There are many different recipes, both for sweeter and savory for making tamagoyaki, and flavors differ by region: where I am from, they were always sweet with a hint of sea salt tasting like a custard. Feel free to adjust seasoning and add different ingredients like chopped chives, cod roe, pickled red ginger to make your own.
I like my tamagoyaki warm and fresh out of a pan, but it keeps well in the refrigerator for a couple of days.
Shopping Note: I purchased my tamagoyaki pan (and many other Japanese cooking supplies) from both Tsukiji market and Kappabashi, kitchen town near Asakusa, Tokyo.
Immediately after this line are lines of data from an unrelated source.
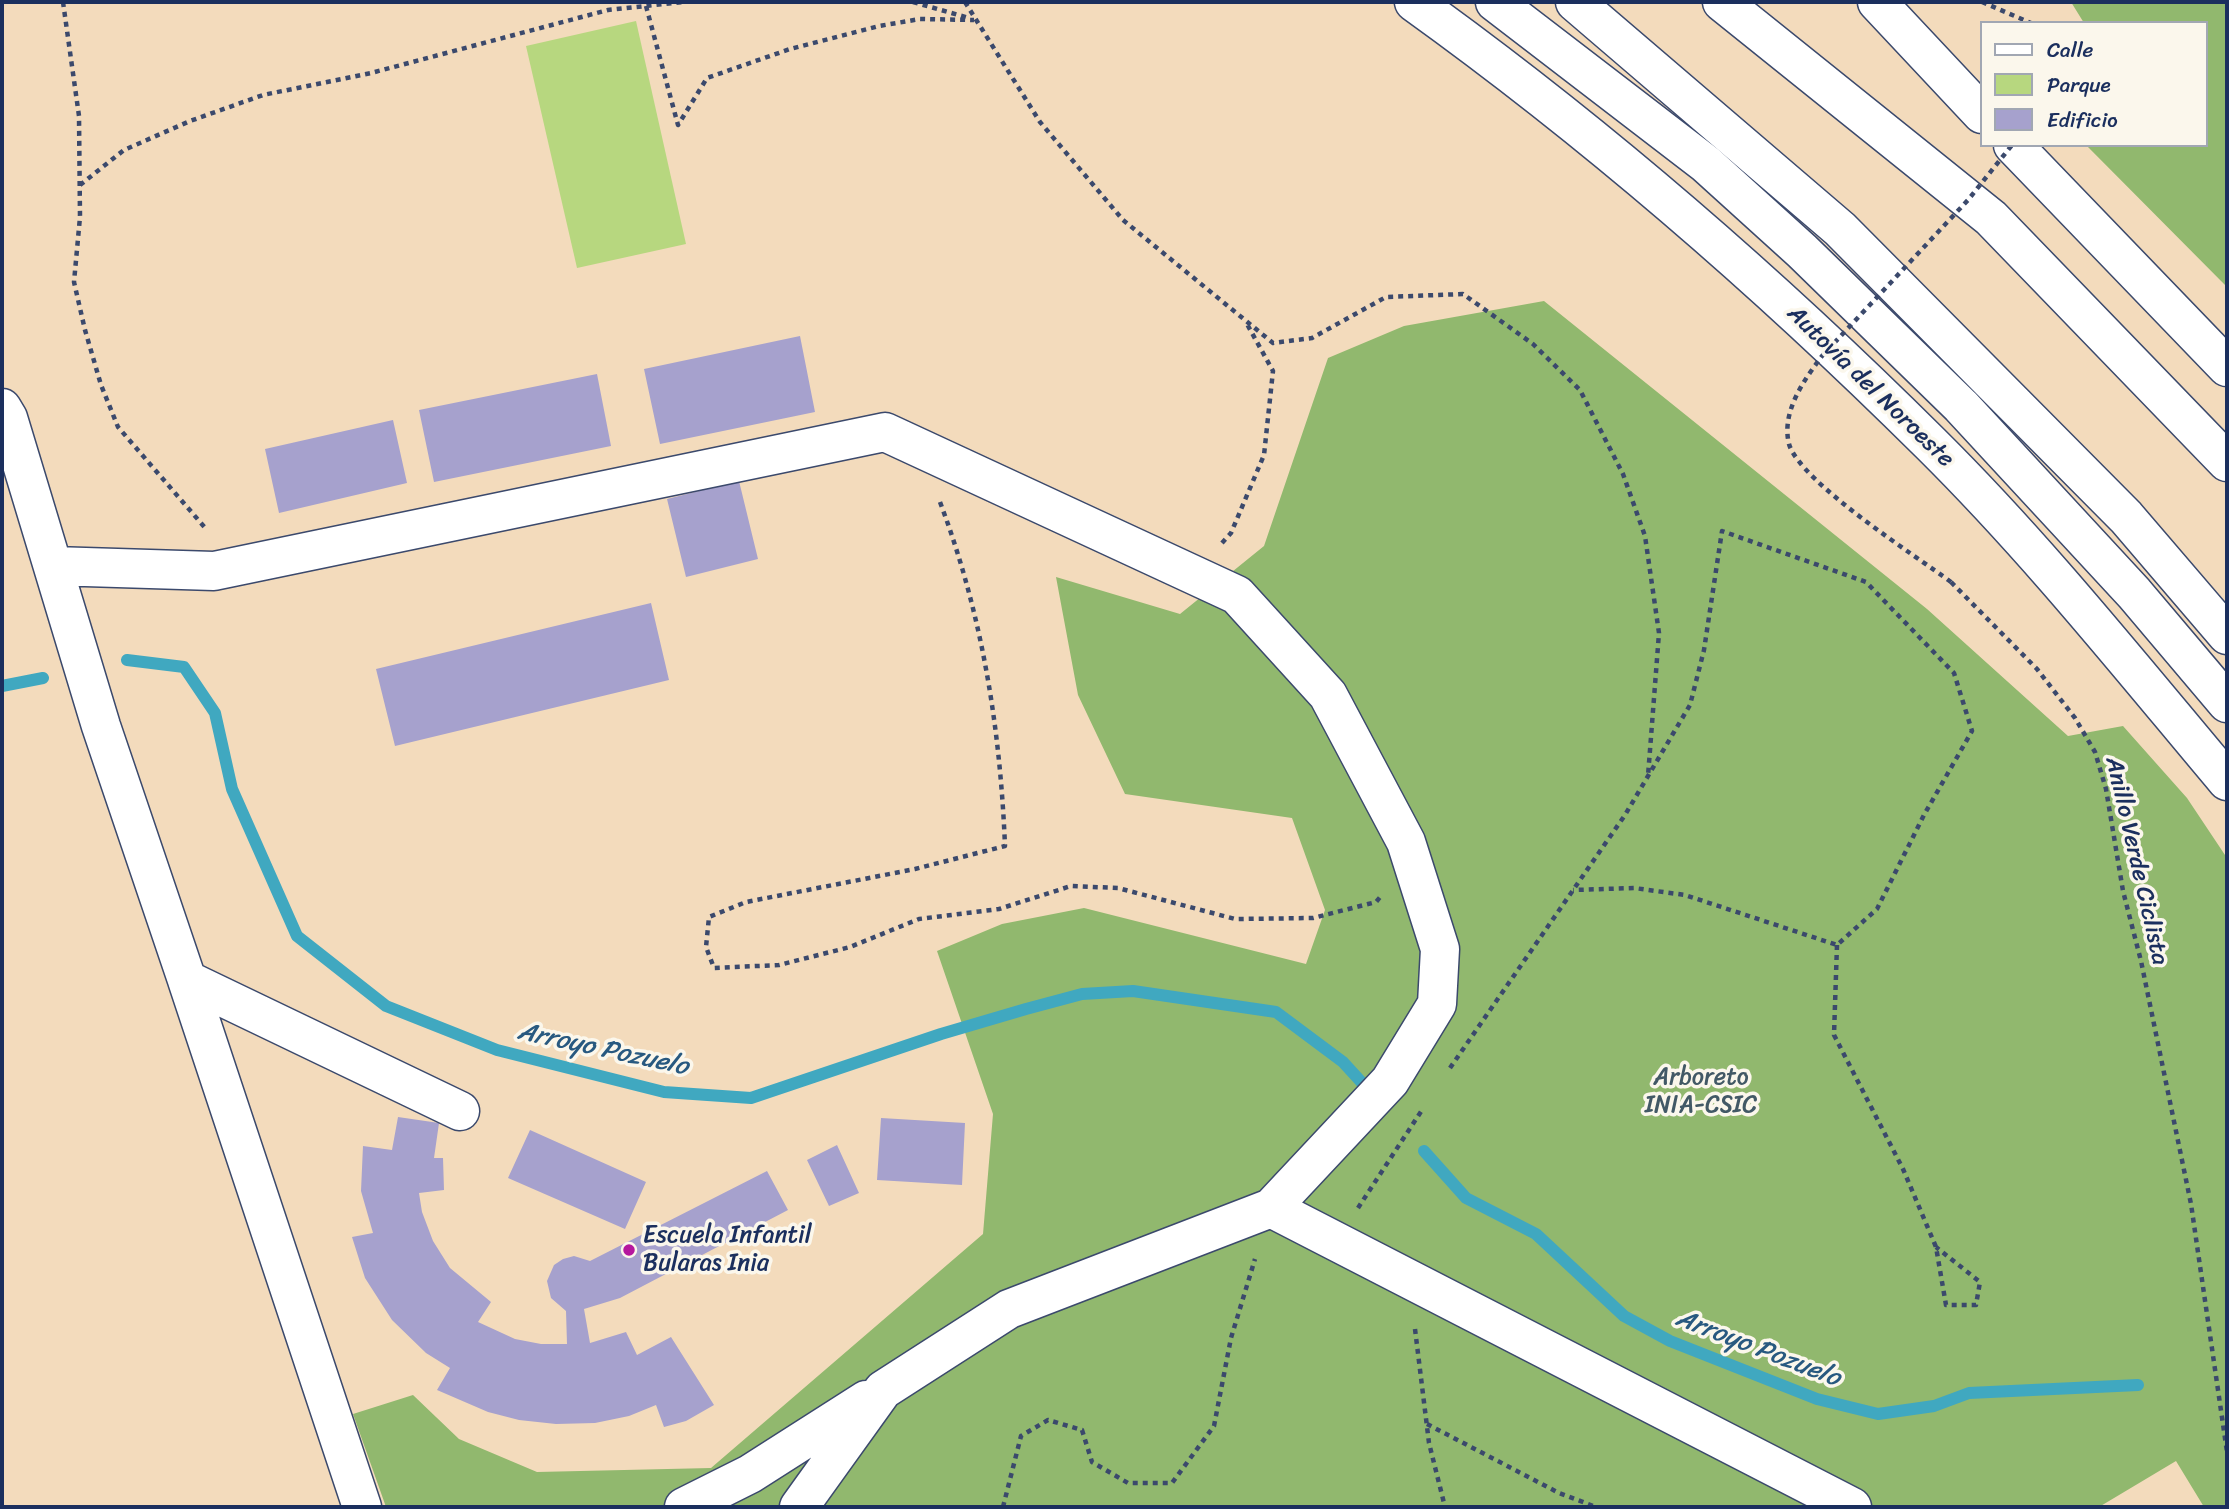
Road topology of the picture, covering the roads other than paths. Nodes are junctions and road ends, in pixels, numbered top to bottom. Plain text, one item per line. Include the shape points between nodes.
1 (1392, 2) edge
2 (1414, 2) edge
3 (1495, 2) edge
4 (1575, 2) edge
5 (1877, 2) edge
6 (1731, 5) edge
7 (1467, 40) junction
8 (1600, 81) junction
9 (1980, 112) edge
10 (2014, 147) edge
11 (2227, 367) edge
12 (2, 408) edge
13 (2221, 455) edge
14 (53, 566) junction
15 (2227, 635) edge
16 (2227, 703) edge
17 (2227, 781) edge
18 (187, 981) junction
19 (460, 1111) dead end
20 (1271, 1208) junction
21 (883, 1390) junction
22 (362, 1507) edge
23 (684, 1507) edge
24 (799, 1507) edge
25 (1852, 1507) edge

1 - 7 main road
2 - 7 main road, Autovía del Noroeste
3 - 8 main road, Autovía del Noroeste
4 - 15 main road via 1840,229 2126,517
5 - 9 main road
6 - 13 main road via 1991,218
7 - 8 main road, Autovía del Noroeste
7 - 17 main road, Autovía del Noroeste via 1665,196 1933,446 2052,574
8 - 16 main road, Autovía del Noroeste via 1706,164 1961,407 2089,544
10 - 11 main road
12 - 14 main road
14 - 18 main road
14 - 20 main road via 214,570 239,566 885,432 1237,595 1328,695 1406,842 1440,949 1437,1004 1390,1081
18 - 19 main road
18 - 22 main road
20 - 21 main road via 1009,1309
20 - 25 main road
21 - 23 main road via 750,1474
21 - 24 main road

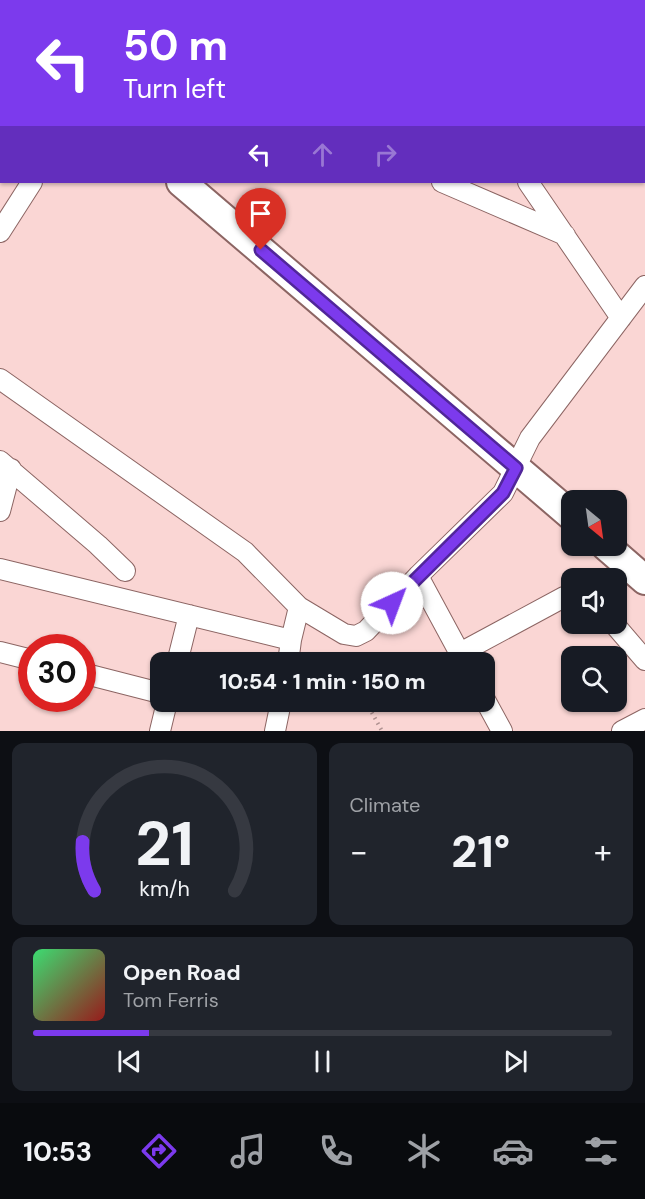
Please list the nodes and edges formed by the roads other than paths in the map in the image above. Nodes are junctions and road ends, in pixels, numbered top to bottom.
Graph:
1 (31, 183) edge
2 (182, 183) edge
3 (444, 183) edge
4 (529, 183) edge
5 (266, 213) dead end
6 (0, 232) edge
7 (243, 235) junction
8 (565, 235) junction
9 (645, 286) edge
10 (621, 318) junction
11 (0, 379) edge
12 (6, 465) edge
13 (516, 468) junction
14 (561, 507) edge
15 (0, 511) edge
16 (617, 556) edge
17 (0, 569) edge
18 (125, 571) dead end
19 (418, 576) junction
20 (645, 580) edge
21 (561, 599) edge
22 (299, 607) junction
23 (189, 615) junction
24 (623, 634) edge
25 (291, 640) junction
26 (0, 652) edge
27 (180, 652) edge
28 (289, 652) edge
29 (460, 652) edge
30 (473, 652) edge
31 (18, 656) edge
32 (645, 660) edge
33 (96, 677) edge
34 (150, 690) edge
35 (165, 712) edge
36 (279, 712) edge
37 (492, 712) edge
38 (645, 719) edge
39 (160, 731) edge
40 (275, 731) edge
41 (502, 731) edge
42 (622, 731) edge

1 - 6 street
2 - 7 main road
3 - 8 street
4 - 8 street
5 - 7 street
7 - 13 main road
8 - 10 street
9 - 10 street
10 - 13 street
11 - 22 street
12 - 15 street
12 - 18 street
13 - 14 main road
13 - 19 street
16 - 20 main road
17 - 23 street
19 - 22 street
19 - 29 street
21 - 30 street
22 - 25 street
23 - 25 street
23 - 27 street
24 - 32 street
25 - 28 street
26 - 31 street
33 - 34 street
35 - 39 street
36 - 40 street
37 - 41 street
38 - 42 street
Tamagoyaki, Japanese Rolled Omlette
- Tamagoyaki-ki (5x8 inches), square frying pan
- Makisu, a bamboo mats used for sushi making
- 4 medium eggs
- 1 tablespoon sugar
- 1/2 teaspoon sea salt
- vegetable oil for cooking
- Gather ingredients.
- In a small bowl, beat eggs well with sugar and salt. Note: if you are looking for a refiner tamagoyaki, strain the egg mixture through a fine mesh to remove any lumps.
- Heat the pan on medium heat and add ½ teaspoon of oil. Coat the pan well with oil.
- Pour ¼ of the egg mixture into the pan. Once it resembles a log, push it away towards the opposite of the pan, and add a little more oil.
- Wait until the egg about to set then roll the eggs towards you. Once it resembles a log, push it away towards the opposite of the pan, and add a little more oil.
- Pour another ¼ of the egg mixture into the pan and repeat the rolling process.
- Repeat the process until all the eggs are rolled. I like to brown a bit on the outside.
- Put the tamagoyaki on a cutting board and wrap it with makisu to helps shape it in a nice rectangle shape.
- Once the tamagoyaki cool enough to handle cut them into slices.